TFQA: Tools for Quantitative Archaeology - Statistical Analysis Software for Archaeology TFQA
TFQA Logo

TFQA: Tools for Quantitative Archaeology
     kintigh@tfqa.com   +1 (505) 395-7979

TFQA Home
TFQA Documentation
TFQA Orders
Kintigh (ASU Directory)


Program Conventions

This section provides general information concerning user interaction with the programs, including the program prompts and the format required of data files. Each program gains the information that it needs by prompting you with a series of questions that follow some simple conventions, described below. The programs obtain their data from files that are created by use of a text editor (such as notepad) or are output by other programs. A flexible format used in reading and writing numeric data files, so that these data sets should be easy to interface with programs outside this package.

Every attempt has been made to make the programs well-behaved and easy to use. In general, the defaults are conservative and are designed to protect you; for example, they will not erase files without your permission. If you're not sure what a prompt means, refer to the documentation or take the default. Once you begin to use the programs, you should not need to refer much to the documentation. However, it is worthwhile to read through the documentation at least once in order to understand the scope and flexibility of the programs. As with any package that you purchase, you should make a backup copy in case something happens to the one you are using.

The documentation is intended to convey the necessary information to run the programs. While I have tried to make it reflect the behavior of the programs as they now stand, occasional changes are made to the programs that may make the documentation in some ways inaccurate. In many cases, the changes should be obvious. When new options are added, they are generally added in such a way that the default response does the best thing.

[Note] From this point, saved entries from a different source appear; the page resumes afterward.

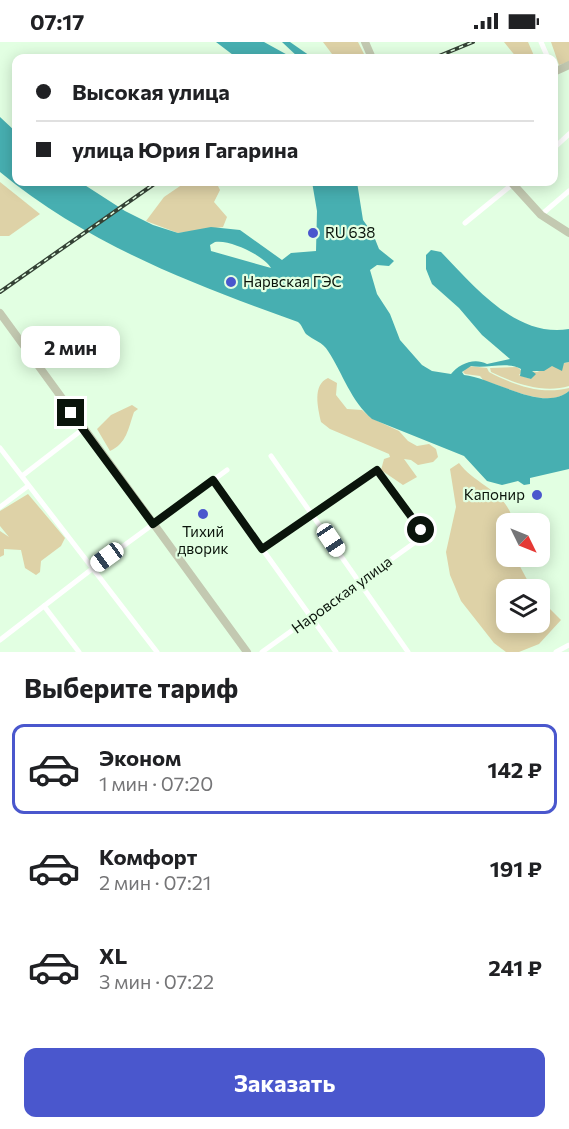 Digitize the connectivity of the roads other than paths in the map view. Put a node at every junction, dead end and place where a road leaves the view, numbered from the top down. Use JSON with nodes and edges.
{"nodes":[{"id":1,"x":569,"y":134,"type":"edge"},
{"id":2,"x":558,"y":144,"type":"edge"},
{"id":3,"x":508,"y":186,"type":"edge"},
{"id":4,"x":516,"y":186,"type":"edge"},
{"id":5,"x":569,"y":191,"type":"edge"},
{"id":6,"x":541,"y":215,"type":"junction"},
{"id":7,"x":465,"y":223,"type":"dead end"},
{"id":8,"x":569,"y":233,"type":"edge"},
{"id":9,"x":1,"y":318,"type":"edge"},
{"id":10,"x":83,"y":429,"type":"junction"},
{"id":11,"x":0,"y":448,"type":"edge"},
{"id":12,"x":271,"y":456,"type":"dead end"},
{"id":13,"x":227,"y":470,"type":"dead end"},
{"id":14,"x":22,"y":476,"type":"junction"},
{"id":15,"x":213,"y":480,"type":"junction"},
{"id":16,"x":28,"y":486,"type":"junction"},
{"id":17,"x":0,"y":507,"type":"edge"},
{"id":18,"x":313,"y":513,"type":"junction"},
{"id":19,"x":153,"y":524,"type":"junction"},
{"id":20,"x":262,"y":549,"type":"junction"},
{"id":21,"x":92,"y":568,"type":"junction"},
{"id":22,"x":360,"y":583,"type":"junction"},
{"id":23,"x":44,"y":606,"type":"junction"},
{"id":24,"x":311,"y":618,"type":"junction"},
{"id":25,"x":0,"y":640,"type":"edge"},
{"id":26,"x":569,"y":645,"type":"edge"},
{"id":27,"x":79,"y":652,"type":"edge"},
{"id":28,"x":157,"y":652,"type":"edge"},
{"id":29,"x":247,"y":652,"type":"edge"},
{"id":30,"x":262,"y":652,"type":"edge"},
{"id":31,"x":336,"y":652,"type":"edge"},
{"id":32,"x":408,"y":652,"type":"edge"},
{"id":33,"x":556,"y":652,"type":"edge"}],
"edges":[{"from":1,"to":2,"type":"street"},
{"from":3,"to":7,"type":"street"},
{"from":4,"to":6,"type":"street"},
{"from":5,"to":6,"type":"street"},
{"from":6,"to":8,"type":"street"},
{"from":9,"to":10,"type":"street"},
{"from":10,"to":14,"type":"street"},
{"from":10,"to":19,"type":"street"},
{"from":11,"to":14,"type":"street"},
{"from":12,"to":18,"type":"street"},
{"from":13,"to":15,"type":"street"},
{"from":14,"to":16,"type":"street"},
{"from":15,"to":19,"type":"street"},
{"from":15,"to":20,"type":"street"},
{"from":16,"to":17,"type":"street"},
{"from":16,"to":21,"type":"street"},
{"from":18,"to":20,"type":"street"},
{"from":18,"to":22,"type":"street"},
{"from":18,"to":22,"type":"street","name":"Наровская улица"},
{"from":19,"to":21,"type":"street"},
{"from":19,"to":29,"type":"street"},
{"from":20,"to":24,"type":"street"},
{"from":21,"to":23,"type":"street"},
{"from":21,"to":28,"type":"street"},
{"from":22,"to":24,"type":"street","name":"Наровская улица"},
{"from":22,"to":32,"type":"street"},
{"from":23,"to":25,"type":"street"},
{"from":23,"to":27,"type":"street"},
{"from":24,"to":30,"type":"street","name":"Наровская улица"},
{"from":24,"to":31,"type":"street"},
{"from":26,"to":33,"type":"street"}]} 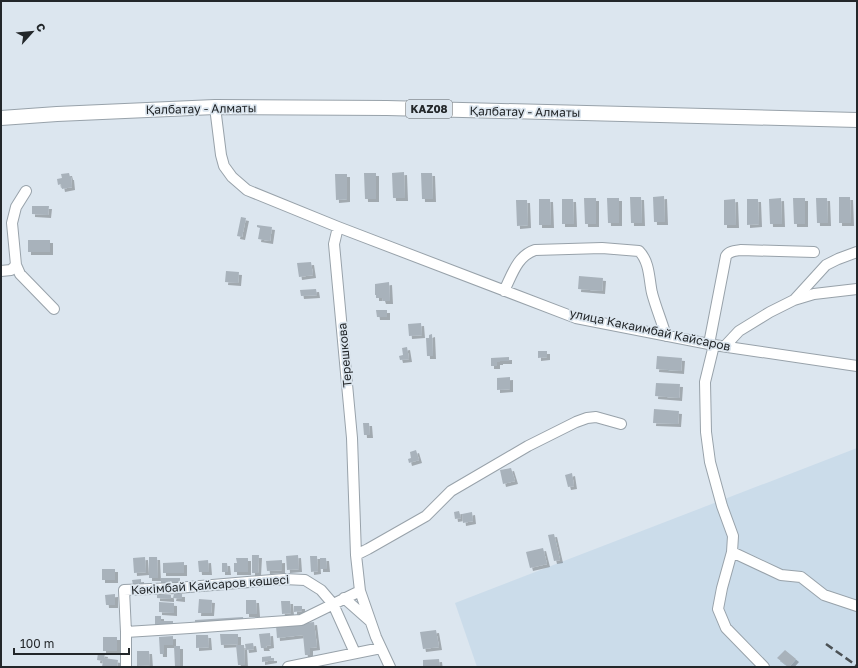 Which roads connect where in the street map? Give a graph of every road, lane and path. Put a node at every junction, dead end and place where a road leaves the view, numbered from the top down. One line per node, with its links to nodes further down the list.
1 (215, 107): 2 (highway, Қалбатау - Алматы / KAZ08); 3 (highway, Қалбатау - Алматы / KAZ08); 5 (street)
2 (1, 118)
3 (857, 120)
4 (26, 191): 8 (street)
5 (338, 227): 11 (street, улица Какаимбай Кайсаров); 20 (street, Терешкова)
6 (814, 252): 15 (street)
7 (857, 252): 12 (street)
8 (16, 265): 9 (street); 13 (street)
9 (1, 271)
10 (857, 289): 12 (street)
11 (504, 291): 14 (street, улица Какаимбай Кайсаров); 14 (street)
12 (794, 300): 16 (street)
13 (54, 309)
14 (666, 336): 15 (street, улица Какаимбай Кайсаров)
15 (711, 344): 16 (street, улица Какаимбай Кайсаров); 19 (street)
16 (725, 346): 17 (street, улица Какаимбай Кайсаров)
17 (857, 366)
18 (622, 424): 20 (street)
19 (732, 552): 24 (street); 32 (street)
20 (356, 555): 21 (street, Терешкова)
21 (360, 591): 22 (street); 25 (street, Терешкова)
22 (344, 598): 23 (street); 25 (street)
23 (333, 604): 26 (street); 26 (street, Кәкімбай Қайсаров көшесі); 28 (street, Кәкімбай Қайсаров көшесі)
24 (857, 606)
25 (371, 622): 27 (street, Терешкова)
26 (126, 632): 29 (street, Кәкімбай Қайсаров көшесі)
27 (381, 648): 28 (street); 31 (street, Терешкова)
28 (355, 653): 30 (street)
29 (126, 667)
30 (288, 667)
31 (390, 667)
32 (764, 667)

I have not attempted to provide comprehensive information on the use of these methods. However, a number of references are included in the discussions and a bibliography is provided at the end of this documentation. A comprehensive summary of the spatial analysis techniques is provided by Kintigh (1990) and Blankholm (1991).

PROMPTS

Most programs are documented mainly by explaining the questions asked by the program. Because the data and answers to previous prompts affect later choices, not all prompts in the documentation will appear during each run. This simply indicates that the question is not relevant, given the data and previous responses.

In general, the program prompts are self-explanatory. However, the statement of some basic conventions may help answer questions that arise. There are six basic classes of prompts, yes-no prompts, key word prompts, integer prompts, real prompts, file name, and text prompts. For each prompt, the default response, obtained by hitting Enter, is shown in braces. For example "File Exists; OK to Erase It {N} ?" is asking if it may over-write an existing file, and a reply of Enter or N would be equivalent. If nothing is given in braces, then there is no default. Except for text prompts, upper, lower, and mixed case are treated the same. Thus, CERAMIC.DAT, ceramic.dat, and CeRaMiC.DaT are considered the same.

Prompts that imply a yes or no answer are responded to by hitting Y or y for yes or N or n for no. In the true DOS programs, Yes-no prompts and key word prompts do not require that you hit Enter; as soon as a character is entered, it is read by the program, otherwise you need to press <enter> after Y or N.

When a key word prompt is given, you must reply with the first letter one of the words that is shown in brackets. For example, the valid replies to "Output [D]istance or [S]imilarity Matrix {S} ?" are S, s, D, d, and Enter. If you do not give a valid reply the program will not accept the response.

Prompts that request numeric input, file names, or text, all require that you hit <Enter> once you have typed your response. In the latter cases, the backspace key may be used to correct typing errors prior to the time that Enter is pressed. Numeric prompts are generally checked for proper form and to make sure that they are in the right range. When an erroneous response is given, an error message is usually provided and the prompt is repeated.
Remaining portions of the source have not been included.